Tenant Improvement Bidding: A Guide for Commercial GCs
Tenant improvements are the gateway commercial work for many GCs — smaller scope, faster schedules, and often negotiated rather than hard-bid. But TIs have their own pricing traps, especially around landlord work letters and existing conditions.
Read the work letter carefully
The landlord's work letter defines what's included in base building vs. tenant scope. Misreading it leads to bidding work you don't own or missing work you do.
Existing conditions assessment
Always walk the space. Photographs the existing MEP, ceiling conditions, floor flatness, demising walls. Existing conditions surprises are the #1 cause of TI margin erosion.

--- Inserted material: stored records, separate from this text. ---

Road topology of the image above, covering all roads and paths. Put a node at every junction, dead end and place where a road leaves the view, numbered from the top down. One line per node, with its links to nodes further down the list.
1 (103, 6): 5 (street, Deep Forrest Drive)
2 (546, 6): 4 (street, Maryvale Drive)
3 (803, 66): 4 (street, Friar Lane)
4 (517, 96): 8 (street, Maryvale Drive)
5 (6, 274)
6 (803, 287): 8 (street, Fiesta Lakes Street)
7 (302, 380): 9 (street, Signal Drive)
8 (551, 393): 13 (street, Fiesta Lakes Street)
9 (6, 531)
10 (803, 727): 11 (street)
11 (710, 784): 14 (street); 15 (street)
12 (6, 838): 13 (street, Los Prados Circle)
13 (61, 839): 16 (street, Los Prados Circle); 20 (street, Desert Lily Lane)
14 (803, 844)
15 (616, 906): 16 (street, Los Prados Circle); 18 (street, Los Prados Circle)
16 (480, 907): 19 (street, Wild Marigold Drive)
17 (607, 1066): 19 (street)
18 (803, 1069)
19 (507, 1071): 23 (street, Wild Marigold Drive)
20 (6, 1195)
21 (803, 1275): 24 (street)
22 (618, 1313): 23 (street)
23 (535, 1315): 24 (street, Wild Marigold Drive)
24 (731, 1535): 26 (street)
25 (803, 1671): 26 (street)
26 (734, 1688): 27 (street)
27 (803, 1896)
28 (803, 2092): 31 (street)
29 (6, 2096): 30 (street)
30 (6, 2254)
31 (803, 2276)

Coordinate with building management
After-hours work rules, freight elevator access, hot work permits, and tenant disruption restrictions all affect your schedule and crew costs. Confirm these with property management before pricing.
Schedule realism
Tenants always want to move in yesterday. Build a realistic schedule, identify long-lead items (custom millwork, specialty lighting, AV), and price overtime if the schedule demands it.
Closeout and warranty expectations
TI warranties are often more aggressive than ground-up (1 year on everything plus manufacturer's warranties). Build in closeout time and budget for warranty callbacks.
Bottom line
TI work rewards GCs who do their homework on existing conditions and building rules. Skip the walkthrough and you'll pay for it in change orders you eat.